Перешел улицу и уже с тротуара посматривал на машины, что бесконечным потоком шли по улице. Казалось, что полотно улицы — это конвейер, это он движется и несет, несет все новые и новые машины. «Столько машин! Не пройти по улице. А что будет еще лет через десять? Вот он, век моторов...»
Мысли пошли совсем в другом направлении. Спор с самим собой оборвался: перед Русиновичем было их студенческое общежитие, новое серое здание в четыре этажа.
В своей комнате Русинович застал одного Рака. Тот что-то укладывал в чемодан,— видимо, собирался в дорогу.
Русинович разделся, повесил в нишу свою шинель, выпил стакан воды и в изнеможении сел у стола.
— Отчего, Старче, так невесел? — Рак повернул к нему свое крупное лицо. Большой лоб его покраснел от натуги.
— Ты, братец, наблюдательным стал. Твоя правда. Меня поколотил мой руководитель за дипломную, да не столько он, сколько я сам себя. Шел и всю дорогу дубасил себя. А тут возле самого дома один таксист вовсе хотел меня добить. В жизни так: если уж начнут бить, то затюкают.
Рак расхохотался — искренне, от души, даже Русиновичу самому стало смешно, ибо такую вольность в поведении Рака ему редко приходилось видеть.
Правда, он давно уже заметил, что Рак ведет себя с ним естественно, не забирается в панцирь неприступности, как при Ярошке, Мальце или даже Антоновиче. Были и минуты настоящей откровенности между ними, когда Рак расказывал о своей жизни, о родителях, о деревне. А на втором или на третьем курсе показывал даже фотографию. На Русиновича испуганно глядел маленький толстячок на кривых ножках, одетый в крестьянский кафтанчик. Еще тогда Русинович искал сходства между тем малышом и теперешним Раком — и не находил. И другое тоже не укладывалось в его сознании: в десять лет Рак был вместе с отцом в партизанах, не раз ходил в разведку, жизнь его висела на волоске. Русиновичу тогда казалось, что Рак троится: малыш — один, партизанский разведчик — второй, теперь он — третий. Да, теперь Рак — «Профессор», Рак — крупная голова с большим лбом, редкими волосами, хилым телом интеллигента.
Как время меняет человека! Не так давно было распределение, Рак попал в аспирантуру — и сразу стал другим человеком: смелее стал глядеть на мир, на шутку отвечал шуткой, на слово — двумя. Он как-то внезапно стал самостоятельным и независимым, а недавнюю стеснительность вытесняла бесцеремонность. Рак выступал уже в четвертой ипостаси — пока еще неизвестной, еще незнакомой.

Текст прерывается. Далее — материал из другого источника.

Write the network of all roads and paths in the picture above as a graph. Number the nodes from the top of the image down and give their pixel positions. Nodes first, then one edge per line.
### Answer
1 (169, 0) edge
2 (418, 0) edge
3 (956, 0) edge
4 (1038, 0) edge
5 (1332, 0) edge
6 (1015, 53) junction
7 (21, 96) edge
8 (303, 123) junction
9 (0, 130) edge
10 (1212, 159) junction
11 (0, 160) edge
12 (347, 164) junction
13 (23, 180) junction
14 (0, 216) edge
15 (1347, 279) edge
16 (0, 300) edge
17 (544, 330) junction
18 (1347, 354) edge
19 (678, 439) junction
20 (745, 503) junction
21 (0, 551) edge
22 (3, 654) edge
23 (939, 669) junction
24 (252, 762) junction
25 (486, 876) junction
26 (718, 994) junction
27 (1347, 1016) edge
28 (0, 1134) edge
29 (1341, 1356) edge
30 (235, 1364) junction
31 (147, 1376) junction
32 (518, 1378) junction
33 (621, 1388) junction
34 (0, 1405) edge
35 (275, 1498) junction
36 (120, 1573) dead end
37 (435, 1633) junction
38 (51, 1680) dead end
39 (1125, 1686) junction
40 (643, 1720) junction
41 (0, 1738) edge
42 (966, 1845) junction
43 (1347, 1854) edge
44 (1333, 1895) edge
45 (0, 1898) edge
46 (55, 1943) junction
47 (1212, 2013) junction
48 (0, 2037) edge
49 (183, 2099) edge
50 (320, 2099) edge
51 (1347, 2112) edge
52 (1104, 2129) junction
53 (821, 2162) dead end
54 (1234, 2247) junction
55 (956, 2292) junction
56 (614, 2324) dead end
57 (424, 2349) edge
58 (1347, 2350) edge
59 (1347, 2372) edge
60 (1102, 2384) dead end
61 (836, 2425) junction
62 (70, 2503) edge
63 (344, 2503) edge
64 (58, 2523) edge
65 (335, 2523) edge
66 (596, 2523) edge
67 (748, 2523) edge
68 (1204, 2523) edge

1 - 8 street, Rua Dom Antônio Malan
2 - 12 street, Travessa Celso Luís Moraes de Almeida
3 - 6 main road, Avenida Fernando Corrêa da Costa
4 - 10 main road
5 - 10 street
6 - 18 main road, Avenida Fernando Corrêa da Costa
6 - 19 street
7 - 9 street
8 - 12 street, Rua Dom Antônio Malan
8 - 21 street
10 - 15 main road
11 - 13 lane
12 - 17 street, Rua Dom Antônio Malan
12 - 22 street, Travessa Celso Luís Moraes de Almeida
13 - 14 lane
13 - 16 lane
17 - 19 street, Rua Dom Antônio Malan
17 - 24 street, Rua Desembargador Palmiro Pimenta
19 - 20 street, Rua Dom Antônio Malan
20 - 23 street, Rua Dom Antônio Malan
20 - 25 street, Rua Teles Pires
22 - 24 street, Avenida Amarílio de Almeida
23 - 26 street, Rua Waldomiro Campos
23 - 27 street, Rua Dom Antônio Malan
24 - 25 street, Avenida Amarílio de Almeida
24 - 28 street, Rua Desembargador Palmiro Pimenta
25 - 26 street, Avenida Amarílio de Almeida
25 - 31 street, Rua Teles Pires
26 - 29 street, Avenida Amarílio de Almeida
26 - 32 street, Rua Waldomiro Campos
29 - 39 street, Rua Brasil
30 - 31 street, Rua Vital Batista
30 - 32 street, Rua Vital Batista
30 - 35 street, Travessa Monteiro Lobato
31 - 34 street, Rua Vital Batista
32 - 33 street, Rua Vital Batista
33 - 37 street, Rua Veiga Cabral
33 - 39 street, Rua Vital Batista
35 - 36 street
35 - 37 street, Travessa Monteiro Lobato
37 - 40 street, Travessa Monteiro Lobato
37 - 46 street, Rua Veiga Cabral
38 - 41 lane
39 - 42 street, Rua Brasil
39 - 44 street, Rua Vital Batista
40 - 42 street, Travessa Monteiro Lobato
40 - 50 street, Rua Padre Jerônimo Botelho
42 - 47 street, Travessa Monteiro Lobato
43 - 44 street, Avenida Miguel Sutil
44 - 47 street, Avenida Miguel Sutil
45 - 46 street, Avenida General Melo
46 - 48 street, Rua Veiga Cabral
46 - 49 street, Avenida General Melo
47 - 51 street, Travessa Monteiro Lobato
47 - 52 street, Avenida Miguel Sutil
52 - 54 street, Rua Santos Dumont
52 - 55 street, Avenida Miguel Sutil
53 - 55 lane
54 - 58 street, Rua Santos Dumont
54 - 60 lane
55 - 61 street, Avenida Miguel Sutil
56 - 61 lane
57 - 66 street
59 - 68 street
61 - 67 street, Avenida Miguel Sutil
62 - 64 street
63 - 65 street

И, как ни странно, в этих его метаморфозах Русинович, хоть и не в таком ярком варианте, узнавал самого себя! Как трудно родится на свет человек и как долго он учится ходить прямо!
Русинович подошел к Раку, нагнулся над ним»
— Может, тебе помочь?
Рак торопливо закрыл чемодан.
— А ты, Профессор, здорово изменился за последнее время.
Рак сел на свою кровать:
— Я не меняюсь. Я всегда был таким.
— Может, и был, да молчал.
— Сколько можно молчать? Хватит, что вы пять лет издевались надо мной.
— Профессор, что ты говоришь? Кто тебя обидел?
— Если ты не помнишь, то я не забыл.
— Перестань, ты иногда просто не понимал шуток.
— Хороши шутки! Коту шутки — мышке смерть. Ты на моем месте был бы не лучше.
— А разве я пользовался привилегиями?
— Не говори, тебя они боялись. У тебя крепкие кулаки.
— Ну, брат, ты открыл Америку. Они меня боялись? Надо, чтоб человека уважали, а не боялись.
— Это почти одно и то же. Кого боятся, того и уважают.
— Ну, Профессор, я тебя не узнаю. Смешивать два таких понятия...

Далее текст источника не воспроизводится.